Peran Iptek dalam Kehidupan Manusia

0
“Akan tetapi, dunia tempat kita hidup sekarang ini tidak begitu tampak atau terasa seperti yang diperkirakan. Bukannya semakin dapat dikendalikan, dunia kita tampaknya justru di luar kendali kita—sebuah dunia yang lepas kendali [Runaway World].
(Anthony Giddens, dalam Runaway World)
“Dalam peperangan, ilmu menyebabkan kita saling meracun dan saling menjegal. Dalam perdamaian, dia membikin hidup kita dikejar waktu dan penuh tak tentu. Mengapa ilmu yang amat indah ini, yang menghemat kerja dan membikin hidup lebih mudah, hanya membawa kebahagiaan yang sedikit sekali kepada kita?”
(Pesan Albert Einstein kepada mahasiswa California Institute of Technology)
 
A. Pendahuluan
Salah satu konflik dunia yang paling menghebohkan untuk saat ini adalah konflik yang terjadi antara India dan Pakistan dalam memperebutkan wilayah Kashmir. Disebut paling menghebohkan, karena konflik—yang pada tahun 1948, 1965, dan 1975 menyebabkan perang terbuka di antara kedua negara—ini melibatkan upaya-upaya kedua negara dalam mengembangkan salah satu teknologi terhebat dunia saat ini, yaitu nuklir.

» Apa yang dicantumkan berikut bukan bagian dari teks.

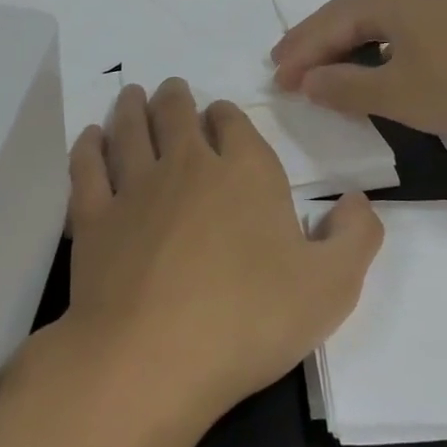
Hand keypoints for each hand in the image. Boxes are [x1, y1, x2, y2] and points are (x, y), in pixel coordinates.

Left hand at [58, 79, 383, 423]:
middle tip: (171, 88)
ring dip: (132, 107)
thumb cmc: (250, 319)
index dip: (227, 115)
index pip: (234, 123)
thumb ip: (355, 236)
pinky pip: (88, 167)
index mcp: (245, 172)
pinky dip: (88, 146)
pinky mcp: (93, 218)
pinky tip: (90, 137)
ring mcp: (135, 188)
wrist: (153, 357)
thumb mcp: (332, 286)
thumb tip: (358, 200)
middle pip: (177, 114)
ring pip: (130, 130)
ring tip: (132, 94)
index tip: (221, 115)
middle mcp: (188, 165)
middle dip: (176, 97)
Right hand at [269, 0, 446, 140]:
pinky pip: (396, 28)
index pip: (326, 25)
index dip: (298, 55)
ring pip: (372, 22)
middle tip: (285, 66)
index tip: (275, 80)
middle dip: (313, 43)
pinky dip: (373, 48)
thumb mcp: (398, 94)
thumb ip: (345, 87)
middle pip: (345, 16)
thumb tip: (308, 80)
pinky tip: (373, 65)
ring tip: (320, 68)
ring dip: (343, 46)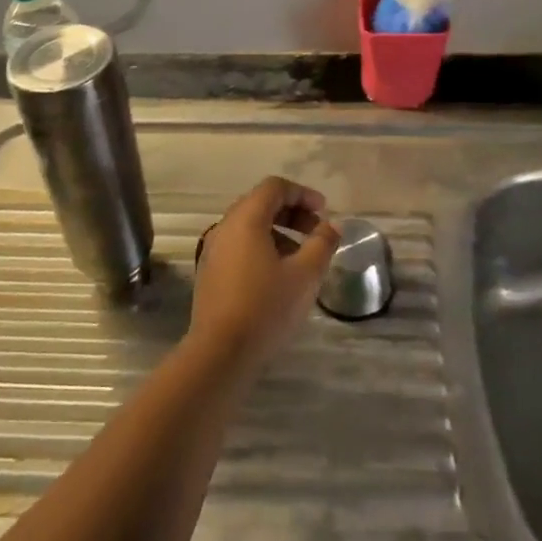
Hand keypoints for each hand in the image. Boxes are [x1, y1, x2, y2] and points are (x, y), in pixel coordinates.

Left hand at [190, 177, 339, 376]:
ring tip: (301, 258)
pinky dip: (262, 248)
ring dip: (278, 232)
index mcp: (246, 219)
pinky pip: (239, 246)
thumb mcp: (304, 275)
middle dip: (292, 213)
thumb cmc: (266, 307)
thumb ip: (322, 244)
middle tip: (316, 233)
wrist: (219, 353)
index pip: (274, 187)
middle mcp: (225, 227)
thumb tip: (332, 226)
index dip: (302, 194)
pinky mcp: (209, 272)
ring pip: (249, 227)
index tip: (324, 212)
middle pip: (260, 204)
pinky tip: (278, 276)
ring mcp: (213, 250)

Perlombaan persenjataan nuklir India-Pakistan ini menimbulkan kekhawatiran mendalam tentang kemungkinan perang nuklir, yang tidak saja dapat menghancurkan kedua negara, tetapi juga mencelakakan Asia Selatan maupun dunia.[3]
Kejadian di atas adalah salah satu dampak buruk dari pengembangan ilmu pengetahuan yang menghasilkan teknologi. Mencermati kejadian di atas, penulis menjadi ragu, apakah ilmu pengetahuan dan teknologi—sebagai hasil pengembangannya—akan menghancurkan kehidupan kita di muka bumi ini? Padahal, ilmu pengetahuan lahir dan hadir di tengah-tengah manusia untuk melakukan enlightening, pencerahan. Tetapi mengapa ilmu pengetahuan dan teknologi, kemudian malah menimbulkan tanda-tanda kehancuran bagi umat manusia?
Dalam tulisan ini, penulis akan mengulas bagaimana sesungguhnya—idealnya—peran ilmu pengetahuan dan teknologi dalam kehidupan manusia? Serta mengapa ilmu pengetahuan dan teknologi, untuk saat ini, malah menimbulkan berbagai kegoncangan di muka bumi, di samping, tentunya, ada juga sisi positifnya?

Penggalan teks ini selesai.